Re: TRAP: FailedAssertion("!(TransactionIdPrecedesOrEquals - Mailing list pgsql-hackers

From Erik Rijkers
Subject Re: TRAP: FailedAssertion("!(TransactionIdPrecedesOrEquals
Date
Msg-id f4bc19a726ac9fce7e47c69ddf018cbc@xs4all.nl
Whole thread Raw
In response to Re: TRAP: FailedAssertion("!(TransactionIdPrecedesOrEquals  (Michael Paquier <michael.paquier@gmail.com>)
Responses Re: TRAP: FailedAssertion("!(TransactionIdPrecedesOrEquals  (Michael Paquier <michael.paquier@gmail.com>)
List pgsql-hackers
On 2017-12-20 06:27, Michael Paquier wrote:
> On Wed, Dec 20, 2017 at 7:46 AM, Erik Rijkers <er@xs4all.nl> wrote:

TRAP: FailedAssertion("!(TransactionIdPrecedesOrEquals(safeXid, 
snap->xmin))", File: "snapbuild.c", Line: 580)

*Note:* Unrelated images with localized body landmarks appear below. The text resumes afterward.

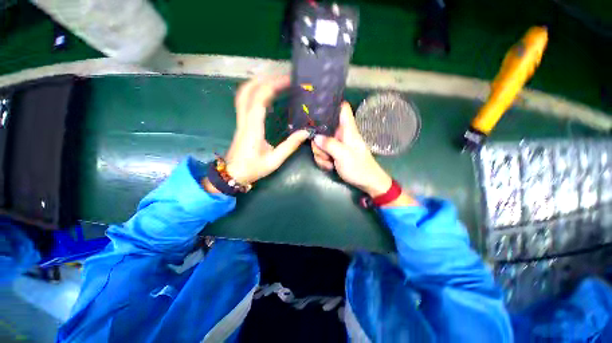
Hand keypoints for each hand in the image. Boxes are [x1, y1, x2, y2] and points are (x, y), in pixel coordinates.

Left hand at [204, 75, 308, 191]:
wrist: (233, 174)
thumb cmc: (253, 169)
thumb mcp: (274, 160)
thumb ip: (290, 146)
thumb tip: (305, 132)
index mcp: (253, 128)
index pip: (260, 99)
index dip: (273, 86)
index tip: (288, 81)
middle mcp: (244, 120)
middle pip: (248, 91)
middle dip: (265, 79)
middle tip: (282, 78)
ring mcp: (240, 120)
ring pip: (243, 94)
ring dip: (257, 83)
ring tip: (275, 81)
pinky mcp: (241, 123)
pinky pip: (244, 102)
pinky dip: (254, 93)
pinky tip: (265, 95)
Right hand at [311, 102, 391, 196]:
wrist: (366, 182)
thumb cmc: (358, 167)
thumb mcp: (343, 155)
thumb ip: (329, 144)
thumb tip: (315, 137)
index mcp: (347, 129)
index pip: (342, 108)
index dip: (330, 105)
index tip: (316, 110)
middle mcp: (340, 134)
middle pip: (322, 129)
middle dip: (319, 144)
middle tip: (325, 155)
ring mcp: (336, 144)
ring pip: (320, 143)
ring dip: (320, 155)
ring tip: (329, 163)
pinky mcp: (333, 153)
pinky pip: (322, 152)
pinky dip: (323, 160)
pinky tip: (329, 166)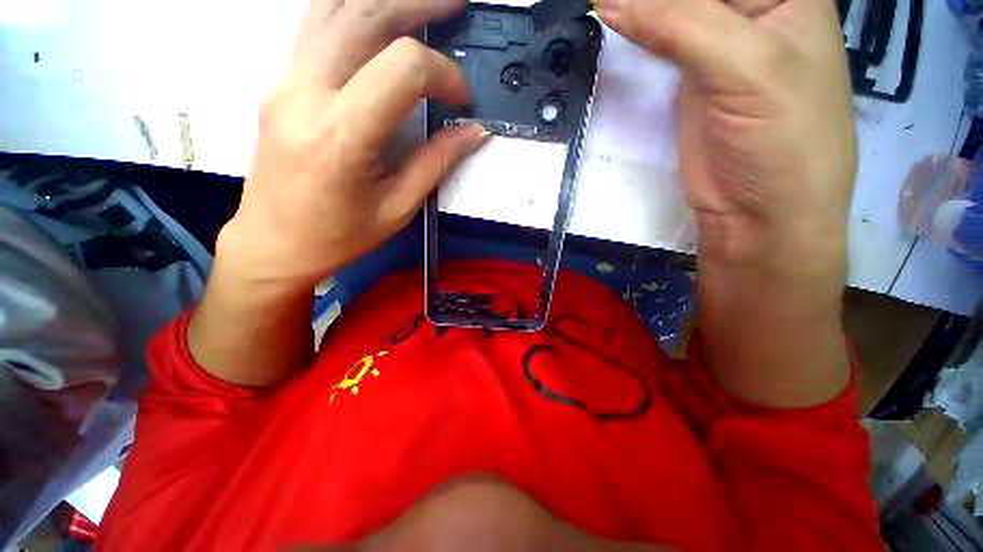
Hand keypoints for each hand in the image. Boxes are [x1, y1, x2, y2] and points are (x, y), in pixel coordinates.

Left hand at [189, 0, 485, 385]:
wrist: (274, 242)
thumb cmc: (338, 237)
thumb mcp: (397, 208)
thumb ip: (436, 163)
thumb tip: (472, 133)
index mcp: (342, 136)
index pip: (401, 70)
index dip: (442, 75)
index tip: (461, 100)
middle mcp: (306, 95)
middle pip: (363, 15)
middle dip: (416, 3)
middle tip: (454, 4)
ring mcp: (285, 83)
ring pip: (333, 8)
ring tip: (421, 2)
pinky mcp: (281, 85)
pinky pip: (316, 26)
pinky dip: (352, 10)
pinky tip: (377, 16)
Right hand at [595, 0, 854, 276]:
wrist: (757, 212)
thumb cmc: (782, 140)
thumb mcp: (746, 67)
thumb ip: (681, 24)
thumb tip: (607, 0)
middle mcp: (753, 7)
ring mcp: (717, 41)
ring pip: (672, 5)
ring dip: (639, 4)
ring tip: (603, 3)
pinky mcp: (688, 76)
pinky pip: (657, 38)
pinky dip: (633, 28)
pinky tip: (609, 16)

>> Sorry, that was probably too terse, I should explain that a little.
>> 
>> After initing 50 instances, I set up and run a pgbench session in the 
>> master
>> session; the pgbench lines are:
>> 
>>   init: pgbench --port=6515 --quiet --initialize --scale=1 postgres
>>   run:  pgbench -M prepared -c 16 -j 8 -T 1 -P 1 -n postgres -- scale 
>> 1
>> 
>> the other instances then catch up.  The whole takes 5 minutes or so
>> 
>> I vary scale, duration, and number of instances.  I haven't had it 
>> fail in
>> this way yet but I mostly tried with lower number of instances (up to 
>> 25 or
>> so).
> 
> Hm. Are you saying that it takes at least 50 cascading instances to
> see the problem you are seeing? And that you are not seeing any
> problems with a lower number of cascading instances? Are you enabling
> hot_standby_feedback?

That sounds more definitive than I meant it, but yes, only now that I 
tried a higher number of instances did I see this.  But is also often 
succeeds at up to 100 instances (100 is the highest I have tried).

These 50 instances were a logical replication chain, and 
hot_standby_feedback is off.

Overnight I ran 80x the test that failed yesterday: now they all 80 
succeeded.  I am not sure what causes failure over success.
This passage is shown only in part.